- Opening Delimiter -

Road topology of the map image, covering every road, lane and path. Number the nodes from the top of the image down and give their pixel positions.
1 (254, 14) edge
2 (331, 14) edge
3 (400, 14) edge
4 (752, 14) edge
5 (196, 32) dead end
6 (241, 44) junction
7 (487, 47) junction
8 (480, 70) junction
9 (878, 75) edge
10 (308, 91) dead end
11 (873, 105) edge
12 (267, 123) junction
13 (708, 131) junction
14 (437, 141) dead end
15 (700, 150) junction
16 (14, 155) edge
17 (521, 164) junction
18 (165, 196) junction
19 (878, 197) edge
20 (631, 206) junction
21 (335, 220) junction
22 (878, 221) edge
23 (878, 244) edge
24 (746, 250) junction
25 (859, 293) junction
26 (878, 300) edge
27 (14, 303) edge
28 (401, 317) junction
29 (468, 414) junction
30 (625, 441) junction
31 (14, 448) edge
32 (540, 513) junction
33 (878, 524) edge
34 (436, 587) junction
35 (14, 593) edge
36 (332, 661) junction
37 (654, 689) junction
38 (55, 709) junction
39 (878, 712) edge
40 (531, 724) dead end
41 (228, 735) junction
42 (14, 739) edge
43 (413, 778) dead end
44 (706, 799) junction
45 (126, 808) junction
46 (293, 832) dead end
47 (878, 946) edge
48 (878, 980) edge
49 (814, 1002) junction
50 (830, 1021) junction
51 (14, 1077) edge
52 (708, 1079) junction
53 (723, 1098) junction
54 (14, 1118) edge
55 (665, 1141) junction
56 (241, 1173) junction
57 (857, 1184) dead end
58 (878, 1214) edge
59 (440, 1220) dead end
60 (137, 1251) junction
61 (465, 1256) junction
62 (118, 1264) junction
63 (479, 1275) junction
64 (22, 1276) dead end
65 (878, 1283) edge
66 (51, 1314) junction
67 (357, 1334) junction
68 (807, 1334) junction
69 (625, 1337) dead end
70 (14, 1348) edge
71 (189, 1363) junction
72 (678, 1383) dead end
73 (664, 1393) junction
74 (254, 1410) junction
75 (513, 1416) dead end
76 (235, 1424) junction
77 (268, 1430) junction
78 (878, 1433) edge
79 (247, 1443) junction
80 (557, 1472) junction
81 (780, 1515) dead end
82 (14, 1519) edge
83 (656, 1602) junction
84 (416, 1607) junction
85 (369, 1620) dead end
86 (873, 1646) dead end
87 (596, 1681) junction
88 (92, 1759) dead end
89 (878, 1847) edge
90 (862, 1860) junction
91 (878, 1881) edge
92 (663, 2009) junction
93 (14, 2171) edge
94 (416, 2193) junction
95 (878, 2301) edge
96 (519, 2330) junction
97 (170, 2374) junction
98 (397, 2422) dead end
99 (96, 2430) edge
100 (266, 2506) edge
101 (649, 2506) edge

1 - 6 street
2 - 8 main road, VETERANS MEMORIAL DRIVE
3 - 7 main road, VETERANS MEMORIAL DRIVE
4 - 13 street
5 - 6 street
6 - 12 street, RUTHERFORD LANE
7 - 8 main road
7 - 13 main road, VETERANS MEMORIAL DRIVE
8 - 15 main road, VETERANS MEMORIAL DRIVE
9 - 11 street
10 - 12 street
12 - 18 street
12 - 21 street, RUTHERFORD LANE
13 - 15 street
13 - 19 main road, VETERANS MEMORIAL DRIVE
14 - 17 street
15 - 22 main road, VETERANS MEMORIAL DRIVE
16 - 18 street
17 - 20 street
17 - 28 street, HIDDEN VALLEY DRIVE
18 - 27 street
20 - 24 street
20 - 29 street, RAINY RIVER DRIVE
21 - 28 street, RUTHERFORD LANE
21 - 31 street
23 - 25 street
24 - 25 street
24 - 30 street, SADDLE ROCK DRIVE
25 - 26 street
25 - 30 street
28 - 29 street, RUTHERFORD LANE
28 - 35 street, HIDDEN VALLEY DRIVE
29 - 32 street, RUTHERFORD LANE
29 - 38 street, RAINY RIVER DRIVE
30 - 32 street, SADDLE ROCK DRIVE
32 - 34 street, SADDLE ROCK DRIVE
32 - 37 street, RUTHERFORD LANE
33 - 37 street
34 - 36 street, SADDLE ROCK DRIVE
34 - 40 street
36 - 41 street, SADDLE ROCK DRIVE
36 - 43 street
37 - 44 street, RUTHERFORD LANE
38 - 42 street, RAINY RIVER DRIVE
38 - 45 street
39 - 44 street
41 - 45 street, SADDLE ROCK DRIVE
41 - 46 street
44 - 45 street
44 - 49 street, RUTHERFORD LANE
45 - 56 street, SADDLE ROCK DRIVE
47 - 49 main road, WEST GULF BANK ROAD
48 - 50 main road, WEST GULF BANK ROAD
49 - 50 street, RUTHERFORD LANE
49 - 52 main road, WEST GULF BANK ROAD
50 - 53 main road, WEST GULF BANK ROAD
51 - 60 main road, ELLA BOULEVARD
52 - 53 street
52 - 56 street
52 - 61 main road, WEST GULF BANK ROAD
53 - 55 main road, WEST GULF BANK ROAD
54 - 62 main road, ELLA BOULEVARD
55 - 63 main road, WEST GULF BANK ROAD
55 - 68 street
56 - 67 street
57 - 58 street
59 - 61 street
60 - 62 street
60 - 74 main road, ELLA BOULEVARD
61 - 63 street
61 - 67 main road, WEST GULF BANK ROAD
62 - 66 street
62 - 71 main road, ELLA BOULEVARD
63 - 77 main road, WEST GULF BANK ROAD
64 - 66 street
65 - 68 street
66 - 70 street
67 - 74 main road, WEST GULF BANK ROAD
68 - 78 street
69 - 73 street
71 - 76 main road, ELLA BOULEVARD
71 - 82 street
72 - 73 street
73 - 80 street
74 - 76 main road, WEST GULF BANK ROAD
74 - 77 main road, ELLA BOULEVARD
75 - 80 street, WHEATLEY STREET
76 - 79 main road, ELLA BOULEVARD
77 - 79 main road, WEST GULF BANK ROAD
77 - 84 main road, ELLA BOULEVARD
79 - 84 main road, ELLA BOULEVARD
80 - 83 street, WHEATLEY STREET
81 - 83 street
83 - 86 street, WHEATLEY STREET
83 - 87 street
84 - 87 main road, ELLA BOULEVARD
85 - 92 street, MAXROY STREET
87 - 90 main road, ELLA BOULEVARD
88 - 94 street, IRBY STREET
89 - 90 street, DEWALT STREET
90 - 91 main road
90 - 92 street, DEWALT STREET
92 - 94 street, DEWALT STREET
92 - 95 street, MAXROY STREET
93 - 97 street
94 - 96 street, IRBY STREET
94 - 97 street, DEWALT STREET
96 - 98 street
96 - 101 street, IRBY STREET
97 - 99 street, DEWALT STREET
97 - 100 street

- Closing Delimiter -
- Opening Delimiter -

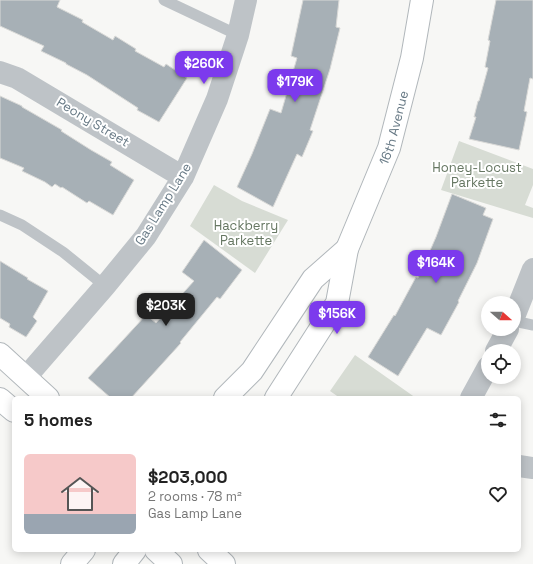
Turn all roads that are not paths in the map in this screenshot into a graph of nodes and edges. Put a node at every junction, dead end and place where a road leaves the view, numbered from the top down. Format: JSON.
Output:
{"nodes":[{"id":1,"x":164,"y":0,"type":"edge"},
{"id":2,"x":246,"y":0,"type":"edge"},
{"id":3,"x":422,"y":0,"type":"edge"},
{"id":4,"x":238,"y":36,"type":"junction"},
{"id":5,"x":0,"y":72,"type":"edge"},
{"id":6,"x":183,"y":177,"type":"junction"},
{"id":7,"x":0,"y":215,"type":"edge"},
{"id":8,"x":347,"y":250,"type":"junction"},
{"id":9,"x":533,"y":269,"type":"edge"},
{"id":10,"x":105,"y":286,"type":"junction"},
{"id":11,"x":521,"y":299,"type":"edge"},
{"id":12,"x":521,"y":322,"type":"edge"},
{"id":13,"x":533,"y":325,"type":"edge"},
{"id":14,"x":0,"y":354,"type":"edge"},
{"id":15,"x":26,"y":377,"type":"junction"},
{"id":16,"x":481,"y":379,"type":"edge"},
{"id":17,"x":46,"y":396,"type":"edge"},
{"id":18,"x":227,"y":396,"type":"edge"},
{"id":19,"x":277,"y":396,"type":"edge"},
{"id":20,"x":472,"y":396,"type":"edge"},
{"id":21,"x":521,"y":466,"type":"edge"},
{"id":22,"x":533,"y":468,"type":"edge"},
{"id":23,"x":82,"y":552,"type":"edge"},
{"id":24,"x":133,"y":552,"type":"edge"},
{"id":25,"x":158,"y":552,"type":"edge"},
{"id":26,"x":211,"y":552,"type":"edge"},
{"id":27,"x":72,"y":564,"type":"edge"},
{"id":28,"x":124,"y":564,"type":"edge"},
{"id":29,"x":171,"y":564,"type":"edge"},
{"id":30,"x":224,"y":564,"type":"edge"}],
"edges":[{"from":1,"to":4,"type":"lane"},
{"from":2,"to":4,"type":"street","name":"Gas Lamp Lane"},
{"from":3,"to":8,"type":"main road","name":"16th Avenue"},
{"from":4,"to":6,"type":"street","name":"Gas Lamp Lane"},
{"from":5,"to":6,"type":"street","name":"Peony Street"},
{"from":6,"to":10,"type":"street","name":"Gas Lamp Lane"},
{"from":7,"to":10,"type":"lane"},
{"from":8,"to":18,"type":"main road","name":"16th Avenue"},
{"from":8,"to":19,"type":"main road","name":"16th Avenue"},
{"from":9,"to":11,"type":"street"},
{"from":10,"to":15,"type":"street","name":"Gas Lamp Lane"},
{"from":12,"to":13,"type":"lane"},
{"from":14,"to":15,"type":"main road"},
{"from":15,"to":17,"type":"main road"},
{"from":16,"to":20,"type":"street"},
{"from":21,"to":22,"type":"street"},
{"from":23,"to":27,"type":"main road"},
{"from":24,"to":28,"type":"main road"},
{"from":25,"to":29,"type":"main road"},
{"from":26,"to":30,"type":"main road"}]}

- Closing Delimiter -

Check each line above for the word "IRBY". Then state how many lines contain it, and nothing more.

3